Nvidia Rides ‘Next Industrial Revolution’ To Another Big Beat

A year on from what history may remember as an epoch-making earnings report, the most important company in the world’s still going strong.

That was the overarching message from Nvidia’s Q1 results, released to the usual agitated fanfare on Wednesday afternoon in the US.

Revenue for the period was a $26.04 billion, better than the $24.69 billion the Street expected and up a silly 262% YoY (and 18% from Q4).

Data center revenue was $22.56 billion, up 427% YoY and 23% QoQ. The Street was looking for $21.06 billion there.

“These increases reflect higher shipments of the Hopper GPU,” the company said, referencing the platform that trains large language models, among other critical generative AI applications.

“Strong sequential data center growth was driven by all customer types,” Nvidia added, noting that “large cloud providers” remain big growth drivers as “they deploy and ramp Nvidia AI infrastructure at scale.” Do you know any “large cloud providers”? I do. They accounted for nearly 50% of Nvidia’s data center sales in Q1.

As the figure above shows, the guide was high. Nvidia expects $28 billion of current-quarter revenue, $1.2 billion ahead of the Street. There was a “plus or minus 2%” caveat in there, but that’s just a perfunctory nod to uncertainty.

Plainly, the comps are getting tougher. $28 billion in sales for Q2 would represent “just” 107% top-line growth. Technically, that’s a big deceleration, but somehow “deceleration” feels like a misnomer in this context.

As far as the other key metrics and line items go, gross margin in Q1 was 78.90%, nearly 200bps better than expected. The margin guide for Q2 was a little short, but not by enough to matter.

Non-GAAP EPS of $6.12 was a huge beat. Consensus was $5.65. If you don’t like non-GAAP measures, GAAP EPS was $5.98, which is to say also a big beat. Free cash flow of $14.96 billion beat by $2.7 billion — or something. A lot. Suffice to say it beat by a lot. Nvidia also announced a 10-for-1 stock split and lifted the dividend.

These results will be parsed and parsed over the next 24 hours. Ironically, they’ll probably be run through some type of machine operating on an Nvidia chip. I don’t pretend to have the definitive take, but as noted above, it’d be a stretch to describe the numbers as anything other than strong.

Whether Nvidia did enough to power more near-term upside in the shares is another matter.
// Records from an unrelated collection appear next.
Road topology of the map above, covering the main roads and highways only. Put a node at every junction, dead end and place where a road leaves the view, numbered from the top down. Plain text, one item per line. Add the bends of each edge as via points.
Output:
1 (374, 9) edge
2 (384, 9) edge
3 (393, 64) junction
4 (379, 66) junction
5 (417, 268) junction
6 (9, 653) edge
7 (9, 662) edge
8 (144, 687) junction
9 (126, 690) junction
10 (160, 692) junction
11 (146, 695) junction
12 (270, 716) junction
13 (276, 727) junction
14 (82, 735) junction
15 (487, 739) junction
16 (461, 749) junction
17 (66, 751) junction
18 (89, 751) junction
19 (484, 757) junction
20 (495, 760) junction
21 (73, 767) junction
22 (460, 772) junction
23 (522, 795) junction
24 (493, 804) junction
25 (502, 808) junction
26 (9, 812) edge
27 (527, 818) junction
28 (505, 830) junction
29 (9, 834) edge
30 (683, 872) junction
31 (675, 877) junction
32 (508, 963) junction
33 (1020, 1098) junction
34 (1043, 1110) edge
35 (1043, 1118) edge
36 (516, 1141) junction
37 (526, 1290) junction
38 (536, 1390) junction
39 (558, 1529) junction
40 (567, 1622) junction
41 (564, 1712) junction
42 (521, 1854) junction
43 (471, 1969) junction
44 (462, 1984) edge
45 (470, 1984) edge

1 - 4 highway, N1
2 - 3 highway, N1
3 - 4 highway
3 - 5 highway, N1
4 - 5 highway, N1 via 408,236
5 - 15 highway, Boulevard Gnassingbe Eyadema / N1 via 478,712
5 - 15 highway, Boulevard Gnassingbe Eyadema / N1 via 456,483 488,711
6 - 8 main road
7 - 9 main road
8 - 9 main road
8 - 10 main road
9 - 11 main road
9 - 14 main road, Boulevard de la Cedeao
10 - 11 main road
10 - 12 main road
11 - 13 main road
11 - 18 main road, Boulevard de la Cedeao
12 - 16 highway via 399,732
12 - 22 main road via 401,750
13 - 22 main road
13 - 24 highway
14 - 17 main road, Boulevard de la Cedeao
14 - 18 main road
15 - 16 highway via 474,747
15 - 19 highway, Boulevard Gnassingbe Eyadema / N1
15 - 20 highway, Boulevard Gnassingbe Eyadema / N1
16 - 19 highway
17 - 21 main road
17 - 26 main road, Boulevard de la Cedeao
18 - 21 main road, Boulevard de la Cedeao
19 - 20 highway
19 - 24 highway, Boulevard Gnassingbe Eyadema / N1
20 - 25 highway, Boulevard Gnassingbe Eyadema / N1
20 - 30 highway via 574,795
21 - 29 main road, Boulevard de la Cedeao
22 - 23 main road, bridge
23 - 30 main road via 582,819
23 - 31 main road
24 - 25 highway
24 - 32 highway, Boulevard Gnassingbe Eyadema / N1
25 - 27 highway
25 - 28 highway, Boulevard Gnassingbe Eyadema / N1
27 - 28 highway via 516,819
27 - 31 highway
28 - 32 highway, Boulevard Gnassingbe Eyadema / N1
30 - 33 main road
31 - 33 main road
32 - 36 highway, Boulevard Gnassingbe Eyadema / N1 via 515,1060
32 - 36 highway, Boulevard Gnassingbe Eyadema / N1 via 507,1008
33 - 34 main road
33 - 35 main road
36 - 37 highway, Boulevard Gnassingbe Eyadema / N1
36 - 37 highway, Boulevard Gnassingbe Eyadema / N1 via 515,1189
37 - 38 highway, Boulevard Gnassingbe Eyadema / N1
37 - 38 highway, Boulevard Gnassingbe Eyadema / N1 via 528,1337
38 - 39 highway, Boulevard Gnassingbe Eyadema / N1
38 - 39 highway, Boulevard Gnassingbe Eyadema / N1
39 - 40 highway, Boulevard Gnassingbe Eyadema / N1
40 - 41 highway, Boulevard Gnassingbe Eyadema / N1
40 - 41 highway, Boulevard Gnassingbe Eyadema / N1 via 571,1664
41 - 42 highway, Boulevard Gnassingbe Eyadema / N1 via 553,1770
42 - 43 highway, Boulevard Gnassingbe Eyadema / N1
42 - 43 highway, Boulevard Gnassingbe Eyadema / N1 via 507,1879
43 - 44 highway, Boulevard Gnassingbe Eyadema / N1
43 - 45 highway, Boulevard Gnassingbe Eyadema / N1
Nobody’s likely to bid up the stock another 20% based on Wednesday’s report, but the outlook’s likely good enough to protect against a “sell the news” trade.

Jensen Huang was thrilled, as usual. “The next industrial revolution has begun,” he declared, for the umpteenth time. “AI will bring significant productivity gains to nearly every industry and help companies be more cost- and energy-efficient, while expanding revenue opportunities.”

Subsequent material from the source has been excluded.